Sarreguemines (; German: Saargemünd , Lorraine Franconian: Saargemìnn) is a commune in the Moselle department of the Grand Est administrative region in north-eastern France.

It is the seat of an arrondissement and a canton. At the 2013 France census, the town's population was 21,572. The inhabitants of the commune are known as Sarregueminois and Sarregueminoises.

Geography
Sarreguemines, whose name is a French spelling of the name in local Lorraine-German dialect "Saargemin", meaning "confluence into the Saar", is located at the confluence of the Blies and the Saar,  east of Metz,  northwest of Strasbourg by rail, and at the junction of the lines to Trier and Sarrebourg. Sarreguemines station has rail connections to Strasbourg, Saarbrücken and Metz. Traditionally Sarreguemines was the head of river navigation on the Saar, its importance being a depot where boats were unloaded.

Population

Administration
Sarreguemines was, from 1985 to 2015, the seat of two cantons:
 Sarreguemines, consisting of the Sarreguemines commune only.
 Sarreguemines-Campagne, comprising 21 nearby communes.

Both cantons, minus the communes of Grundviller, Guebenhouse, Loupershouse and Woustviller that were added to the canton of Sarralbe, were merged into one canton of Sarreguemines on January 1, 2015.

History
Sarreguemines, originally a Roman settlement, obtained civic rights early in the 13th century.
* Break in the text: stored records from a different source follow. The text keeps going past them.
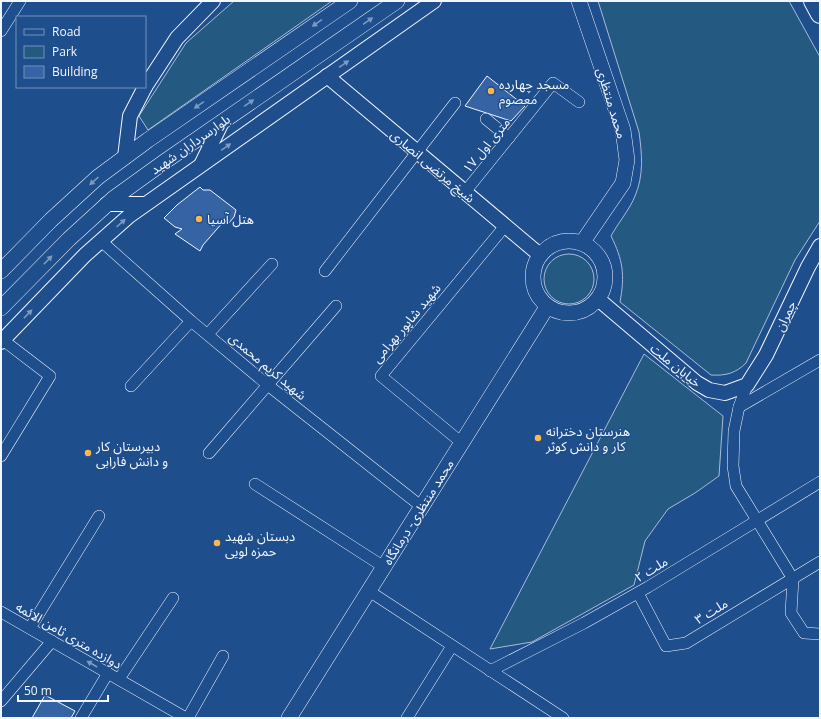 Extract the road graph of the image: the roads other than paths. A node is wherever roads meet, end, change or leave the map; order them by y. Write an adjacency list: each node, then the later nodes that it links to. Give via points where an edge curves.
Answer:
1 (20, 1): 9 (street)
2 (213, 1): 11 (street, via 177,38)
3 (350, 1): 19 (main road, بلوارسرداران شهید, one-way to 19)
4 (397, 1): 16 (main road, بلوارسرداران شهید, one-way to 4)
5 (434, 1): 10 (street, one-way to 5)
6 (579, 1): 26 (main road, محمد منتظری, via 623,130 627,160 623,183)
7 (813, 1): 8 (highway)
8 (820, 14)
9 (1, 31)
10 (327, 76): 18 (street, شیخ مرتضی انصاری); 20 (street, one-way to 10)
11 (146, 85)
12 (144, 88): 19 (street, via 130,116)
13 (579, 102): 17 (street, ۱۷ متری اول, via 553,83)
14 (455, 103): 18 (street)
15 (486, 119): 17 (street)
16 (222, 122): 20 (street); 22 (main road, بلوارسرداران شهید)
17 (509, 138): 21 (street, ۱۷ متری اول)
18 (417, 152): 21 (street, شیخ مرتضی انصاری); 31 (street)
19 (125, 157): 30 (main road, بلوارسرداران شهید, one-way to 30, via 98,177 51,220)
20 (200, 165): 23 (street)
21 (465, 192): 24 (street, شیخ مرتضی انصاری)
22 (107, 204): 23 (street); 35 (main road, بلوارسرداران شهید, one-way to 22, via 69,238)
23 (146, 204): 25 (street, one-way to 23)
24 (505, 226): 28 (street, شیخ مرتضی انصاری); 44 (street, شهید شاپور بهرامی, via 381,376)
25 (101, 241): 36 (street, شهید کریم محمدی); 38 (street, one-way to 25)
26 (582, 243): 28 (main road, via 568,241 554,244); 32 (main road, via 598,254 605,272 603,291)
27 (820, 246): 40 (street, چمران, via 766,355)
28 (540, 256): 34 (main road, via 535,264 532,283)
29 (272, 264): 37 (street)
30 (1, 271)
31 (325, 271)
32 (598, 299): 34 (main road, via 592,306 574,314 565,314); 40 (street, خیابان ملت, via 697,383 709,390 725,393)
33 (336, 306): 42 (street)
34 (547, 307): 44 (main road, محمد منتظری- درمانگاه)
35 (1, 308)
36 (191, 321): 37 (street, شهید کریم محمدی); 41 (street)
37 (208, 334): 42 (street, شهید کریم محمدی)
38 (2, 341): 46 (street, via 50,376)
39 (820, 360): 43 (street)
40 (747, 385): 43 (street)
41 (131, 386)
42 (269, 386): 45 (street); 49 (street, شهید کریم محمدی)
43 (739, 407): 51 (street, via 734,431 732,466 736,486)
44 (462, 443): 49 (main road, محمد منتظری- درمانگاه)
45 (209, 453)
46 (1, 456)
47 (820, 482): 51 (street, ملت ۲)
48 (255, 484): 53 (street)
49 (422, 507): 53 (main road, محمد منتظری- درمانگاه)
50 (99, 516): 59 (street)
51 (758, 520): 54 (street); 56 (street, ملت ۲)
52 (820, 562): 54 (street, ملت ۳)
53 (384, 567): 55 (main road, محمد منتظری- درمانگاه)
54 (793, 578): 56 (street, ملت ۳, via 686,643 666,646); 60 (street, via 791,613 804,633)
55 (369, 591): 62 (street); 70 (main road, محمد منتظری- درمانگاه)
56 (638, 593): 64 (street, ملت ۲)
57 (173, 598): 66 (street)
58 (1, 612): 59 (street, دوازده متری ثامن الائمه)
59 (30, 628): 61 (street, دوازده متری ثامن الائمه)
60 (820, 634)
61 (52, 641): 65 (street, دوازده متری ثامن الائمه, one-way to 61); 67 (street)
62 (452, 646): 64 (street); 71 (street)
63 (223, 656): 69 (street)
64 (490, 671): 72 (street)
65 (108, 673): 66 (street, دوازده متری ثامن الائمه); 68 (street)
66 (119, 679): 69 (street, دوازده متری ثامن الائمه)
67 (1, 701)
68 (81, 718)
69 (187, 718)
70 (289, 718)
71 (407, 718)
72 (563, 718)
In 1297 it was ceded by the count of Saarbrücken to the Duke of Lorraine, and passed with Lorraine in 1766 to France.

It was transferred to Germany in 1871, with the Treaty of Frankfurt following the Franco-Prussian War. From 1871 to 1918 it formed part of the German imperial province of Alsace-Lorraine and manufactured plush velvet, leather, faience and porcelain, and was a centre for making papier-mâché boxes, mostly used for snuffboxes. It was returned to France after World War I.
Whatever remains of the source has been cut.